At the Capitol: Sine Die

The 2023 session is over with Sine Die on Wednesday. So what happened during the 40-day session?

These bills are headed to the governor:

  • House Bill 155, sponsored by Rep. Chuck Martin, R-Alpharetta, would recognize occupational licenses obtained in other states when an individual moves to Georgia.
  • House Bill 203, sponsored by Rep. Mark Newton, R-Augusta, would amend telemedicine laws to include eye examinations.
  • Senate Bill 55, sponsored by Sen. Elena Parent, D-Atlanta, is known as the “Lemonade Stand Act.” It would prohibit local governments from regulating most youth businesses, such as lemonade stands.
  • Senate Bill 3, sponsored by Sen. John Albers, R-Roswell, would require state agencies to assess whether current educational requirements, such as a four-year college degree, are necessary for many state jobs.

What didn’t make it?

  • Senate Bill 233, sponsored by Sen. Greg Dolezal, R-Cumming, would have created education scholarship accounts that families could use to pay for tuition, tutoring, curriculum and other approved educational expenses. During the process, the original bill was modified to only apply to students who attend schools in the bottom 25% of state assessments while the scholarship amount increased from $6,000 to $6,500. After passing the Senate, it failed 85-89 in the House on the last day of the session.
  • Senate Bill 99, also sponsored by Dolezal, would have exempted new hospitals in rural counties from the Certificate of Need (CON) process. After passing the Senate, it never made it out of committee in the House.
  • Senate Bill 162, sponsored by Sen. Ben Watson, R-Savannah, would have initially replaced the state’s CON system with a licensing process for all healthcare facilities and services with the exception of long-term care. Despite a committee substitute that scaled back repeal and received the support of some of the state’s largest health systems, the bill was never brought up for a vote in the Senate after passing out of committee.
  • House Bill 557, sponsored by Rep. Ron Stephens, R-Savannah, would expand prescription authority for physician assistants (PAs) and advanced practice registered nurses (APRNs) while also expediting the process to enter into an agreement with a supervising physician. Though it passed both chambers in different forms, the House and Senate were unable to come to a final agreement.
  • House Bill 514, sponsored by Rep.

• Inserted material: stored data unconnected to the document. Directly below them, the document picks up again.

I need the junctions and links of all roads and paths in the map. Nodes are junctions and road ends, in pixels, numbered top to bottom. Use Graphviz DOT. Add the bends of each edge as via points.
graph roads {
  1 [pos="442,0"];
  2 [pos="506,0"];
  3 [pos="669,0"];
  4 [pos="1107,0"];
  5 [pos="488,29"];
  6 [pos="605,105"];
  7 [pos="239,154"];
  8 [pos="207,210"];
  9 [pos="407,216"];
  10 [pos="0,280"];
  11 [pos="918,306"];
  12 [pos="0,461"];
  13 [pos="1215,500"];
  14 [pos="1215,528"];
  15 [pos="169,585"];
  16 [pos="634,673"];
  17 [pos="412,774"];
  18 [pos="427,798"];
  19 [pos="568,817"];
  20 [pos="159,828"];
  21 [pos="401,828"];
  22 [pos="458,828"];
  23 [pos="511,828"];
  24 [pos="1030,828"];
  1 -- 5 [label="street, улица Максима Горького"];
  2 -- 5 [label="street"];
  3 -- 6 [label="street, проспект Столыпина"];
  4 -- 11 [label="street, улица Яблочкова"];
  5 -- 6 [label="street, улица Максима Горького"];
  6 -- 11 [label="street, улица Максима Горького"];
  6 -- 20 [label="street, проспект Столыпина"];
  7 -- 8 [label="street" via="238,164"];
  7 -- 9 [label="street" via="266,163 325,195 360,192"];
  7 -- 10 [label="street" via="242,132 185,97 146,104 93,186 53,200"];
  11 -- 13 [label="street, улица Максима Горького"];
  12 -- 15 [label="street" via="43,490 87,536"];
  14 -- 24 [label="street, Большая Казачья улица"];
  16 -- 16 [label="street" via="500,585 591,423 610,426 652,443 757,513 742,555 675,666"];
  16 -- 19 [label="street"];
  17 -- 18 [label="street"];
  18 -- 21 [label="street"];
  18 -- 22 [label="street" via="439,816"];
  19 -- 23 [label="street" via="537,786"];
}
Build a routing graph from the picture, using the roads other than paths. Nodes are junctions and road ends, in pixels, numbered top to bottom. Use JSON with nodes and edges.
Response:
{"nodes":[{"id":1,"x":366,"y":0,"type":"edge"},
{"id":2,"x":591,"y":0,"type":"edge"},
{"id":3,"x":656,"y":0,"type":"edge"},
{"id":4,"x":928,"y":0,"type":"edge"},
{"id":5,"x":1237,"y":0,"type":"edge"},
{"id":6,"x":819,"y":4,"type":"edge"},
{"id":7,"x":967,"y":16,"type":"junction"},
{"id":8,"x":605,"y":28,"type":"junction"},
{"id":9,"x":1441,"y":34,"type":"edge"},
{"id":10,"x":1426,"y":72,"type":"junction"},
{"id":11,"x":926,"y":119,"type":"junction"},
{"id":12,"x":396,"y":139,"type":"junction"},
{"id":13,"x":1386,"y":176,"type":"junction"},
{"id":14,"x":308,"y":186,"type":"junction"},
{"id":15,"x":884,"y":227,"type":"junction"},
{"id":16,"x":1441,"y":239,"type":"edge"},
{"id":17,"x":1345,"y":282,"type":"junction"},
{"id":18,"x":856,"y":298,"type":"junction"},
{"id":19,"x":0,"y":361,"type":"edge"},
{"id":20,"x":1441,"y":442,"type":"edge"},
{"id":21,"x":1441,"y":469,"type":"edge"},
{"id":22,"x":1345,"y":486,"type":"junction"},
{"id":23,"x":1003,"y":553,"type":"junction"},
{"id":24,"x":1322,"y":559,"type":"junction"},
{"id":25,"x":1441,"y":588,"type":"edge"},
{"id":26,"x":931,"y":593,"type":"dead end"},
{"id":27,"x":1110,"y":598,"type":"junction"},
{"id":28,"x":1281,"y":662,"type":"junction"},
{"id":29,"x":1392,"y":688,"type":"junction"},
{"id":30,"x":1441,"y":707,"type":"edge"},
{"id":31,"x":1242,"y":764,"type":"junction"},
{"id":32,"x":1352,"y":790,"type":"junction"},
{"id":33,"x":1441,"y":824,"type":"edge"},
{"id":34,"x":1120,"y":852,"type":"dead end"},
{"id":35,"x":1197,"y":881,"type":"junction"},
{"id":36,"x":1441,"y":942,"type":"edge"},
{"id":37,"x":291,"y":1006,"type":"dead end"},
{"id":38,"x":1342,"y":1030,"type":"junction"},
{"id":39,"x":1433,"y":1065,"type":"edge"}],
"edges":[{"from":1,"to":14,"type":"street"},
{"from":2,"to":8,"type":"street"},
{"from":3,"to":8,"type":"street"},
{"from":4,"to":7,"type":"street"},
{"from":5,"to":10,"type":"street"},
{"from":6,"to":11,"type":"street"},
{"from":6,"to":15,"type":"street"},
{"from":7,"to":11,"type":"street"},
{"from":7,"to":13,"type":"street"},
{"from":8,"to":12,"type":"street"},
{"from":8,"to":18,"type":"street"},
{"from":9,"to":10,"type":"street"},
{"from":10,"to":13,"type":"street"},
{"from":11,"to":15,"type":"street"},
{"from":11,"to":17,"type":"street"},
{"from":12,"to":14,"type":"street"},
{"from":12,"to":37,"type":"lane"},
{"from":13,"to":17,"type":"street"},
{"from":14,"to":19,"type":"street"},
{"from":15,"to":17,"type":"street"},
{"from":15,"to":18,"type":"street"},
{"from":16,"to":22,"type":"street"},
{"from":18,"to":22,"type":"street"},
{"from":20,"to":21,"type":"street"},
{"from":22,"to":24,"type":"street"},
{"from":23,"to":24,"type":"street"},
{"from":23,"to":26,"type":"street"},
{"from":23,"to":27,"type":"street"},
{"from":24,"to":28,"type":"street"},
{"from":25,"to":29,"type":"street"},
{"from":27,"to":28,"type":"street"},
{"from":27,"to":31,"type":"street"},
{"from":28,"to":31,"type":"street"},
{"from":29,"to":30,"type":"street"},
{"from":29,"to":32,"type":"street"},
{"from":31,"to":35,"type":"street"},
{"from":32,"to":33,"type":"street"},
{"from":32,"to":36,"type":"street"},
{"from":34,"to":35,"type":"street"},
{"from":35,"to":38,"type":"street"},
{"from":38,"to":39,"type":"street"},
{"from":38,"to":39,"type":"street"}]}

Dale Washburn, R-Macon, would prevent local governments from enacting building moratoriums for new housing for no longer than 180 days. Despite both chambers passing a version of this bill, the House and Senate could not ultimately agree on whether the bill should also prevent bans on multifamily housing and whether development impact fees should be waived to accommodate new workforce housing initiatives.
  • Senate Bill 157, sponsored by Sen. Brian Strickland, R-McDonough, would clarify the standards for licensure eligibility for a person with a criminal record. Specifically, it removes vague “moral turpitude” licensing criteria, while allowing licensure denial only if there is a direct relationship between a criminal record and the licensed occupation. It passed the Senate and cleared the House Judiciary Non-Civil Committee, but was never voted on by the full chamber.